Con esmero, los criterios de clasificación de las revistas habían empezado a batirse contra la sociedad de producción masiva de artículos en revistas de pago. El desarrollo de internet inundaba el correo personal de anuncios de revistas de cualquier país creados con lenguajes, plataformas y títulos sonoros que daban el ‘pego’. Los criterios de clasificación excluían con reservada prudencia aquellas revistas que solicitaban fianzas y dádivas al investigador. 

La información desbordante de los campos científicos abrumó al joven científico que meditaba si su escuálido portafolios podría dominar el nuevo babel de resúmenes y de índices que las herramientas de análisis habían puesto al servicio de las personas más sinceras y serias.

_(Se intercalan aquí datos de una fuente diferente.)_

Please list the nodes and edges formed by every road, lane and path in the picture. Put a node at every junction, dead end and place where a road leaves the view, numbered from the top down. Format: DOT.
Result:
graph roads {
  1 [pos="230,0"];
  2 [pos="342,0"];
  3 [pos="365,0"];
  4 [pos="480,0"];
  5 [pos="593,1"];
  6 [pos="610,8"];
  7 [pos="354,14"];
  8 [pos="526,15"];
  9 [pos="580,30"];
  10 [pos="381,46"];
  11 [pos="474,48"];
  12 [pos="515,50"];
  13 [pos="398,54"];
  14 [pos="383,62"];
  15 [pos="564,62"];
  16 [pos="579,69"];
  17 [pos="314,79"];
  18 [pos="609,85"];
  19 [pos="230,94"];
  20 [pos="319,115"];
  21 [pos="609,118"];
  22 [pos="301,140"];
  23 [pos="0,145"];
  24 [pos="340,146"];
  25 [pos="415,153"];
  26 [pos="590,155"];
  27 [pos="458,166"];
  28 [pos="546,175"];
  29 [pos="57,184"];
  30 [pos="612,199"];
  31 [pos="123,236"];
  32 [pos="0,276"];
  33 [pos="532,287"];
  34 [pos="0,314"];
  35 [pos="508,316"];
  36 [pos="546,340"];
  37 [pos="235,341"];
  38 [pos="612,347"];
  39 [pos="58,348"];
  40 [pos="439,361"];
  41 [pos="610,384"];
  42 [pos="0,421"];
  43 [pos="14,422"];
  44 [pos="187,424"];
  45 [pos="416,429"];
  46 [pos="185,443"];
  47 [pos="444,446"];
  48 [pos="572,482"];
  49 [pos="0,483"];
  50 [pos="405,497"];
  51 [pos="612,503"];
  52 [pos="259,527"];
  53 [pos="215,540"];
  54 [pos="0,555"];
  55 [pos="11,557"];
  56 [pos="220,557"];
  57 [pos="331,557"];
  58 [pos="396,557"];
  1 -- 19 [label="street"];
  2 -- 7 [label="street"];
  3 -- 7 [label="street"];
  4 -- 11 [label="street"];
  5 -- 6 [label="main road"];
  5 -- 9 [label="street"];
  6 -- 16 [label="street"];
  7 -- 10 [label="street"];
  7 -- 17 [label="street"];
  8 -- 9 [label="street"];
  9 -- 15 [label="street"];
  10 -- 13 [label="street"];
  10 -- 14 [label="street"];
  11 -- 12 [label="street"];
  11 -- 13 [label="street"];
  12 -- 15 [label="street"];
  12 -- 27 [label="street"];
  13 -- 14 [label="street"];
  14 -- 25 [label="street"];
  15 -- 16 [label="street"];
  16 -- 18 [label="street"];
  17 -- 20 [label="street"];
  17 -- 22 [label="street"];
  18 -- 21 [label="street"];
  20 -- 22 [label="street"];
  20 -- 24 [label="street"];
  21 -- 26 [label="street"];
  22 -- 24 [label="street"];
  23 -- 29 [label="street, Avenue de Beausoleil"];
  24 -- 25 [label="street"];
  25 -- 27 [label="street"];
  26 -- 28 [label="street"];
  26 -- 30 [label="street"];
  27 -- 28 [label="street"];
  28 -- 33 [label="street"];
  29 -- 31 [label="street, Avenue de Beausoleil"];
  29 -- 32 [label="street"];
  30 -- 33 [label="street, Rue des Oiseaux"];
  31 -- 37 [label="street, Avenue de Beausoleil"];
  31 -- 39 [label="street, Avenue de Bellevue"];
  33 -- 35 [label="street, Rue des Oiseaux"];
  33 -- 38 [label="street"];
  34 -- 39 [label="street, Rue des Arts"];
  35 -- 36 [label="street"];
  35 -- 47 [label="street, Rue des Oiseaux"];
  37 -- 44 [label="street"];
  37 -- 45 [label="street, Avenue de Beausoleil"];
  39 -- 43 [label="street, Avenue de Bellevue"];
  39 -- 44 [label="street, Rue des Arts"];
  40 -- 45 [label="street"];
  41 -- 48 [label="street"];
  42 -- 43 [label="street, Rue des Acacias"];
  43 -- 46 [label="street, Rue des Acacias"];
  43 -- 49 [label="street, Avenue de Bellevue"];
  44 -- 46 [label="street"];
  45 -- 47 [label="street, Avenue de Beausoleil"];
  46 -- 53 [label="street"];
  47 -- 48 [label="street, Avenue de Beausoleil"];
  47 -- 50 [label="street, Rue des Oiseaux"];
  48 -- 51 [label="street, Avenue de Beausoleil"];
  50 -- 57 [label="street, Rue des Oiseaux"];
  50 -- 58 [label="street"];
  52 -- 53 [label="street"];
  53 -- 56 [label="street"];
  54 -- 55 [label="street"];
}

Dejó de ser oyente de aquel corrillo bien informado. Entumecido, vio perfilar uno a uno al personal en el contraluz de la puerta abierta de la biblioteca. Aquella mañana había llevado apretado a su pecho un fajo de títulos liado con una cinta para depositarlo en su estudio. No quería claudicar en su empeño de ser profesor, pero los indicios escuchados le hicieron recapitular sobre el prestigio de unos investigadores y el descrédito de otros, a despecho de cualquier nombramiento. Terminado el borrador del artículo, lo envió a una revista de acceso libre a la espera de un dorado advenimiento.

¡Publicar o perir!, ¡publicar o perecer!, ¡publish or perish!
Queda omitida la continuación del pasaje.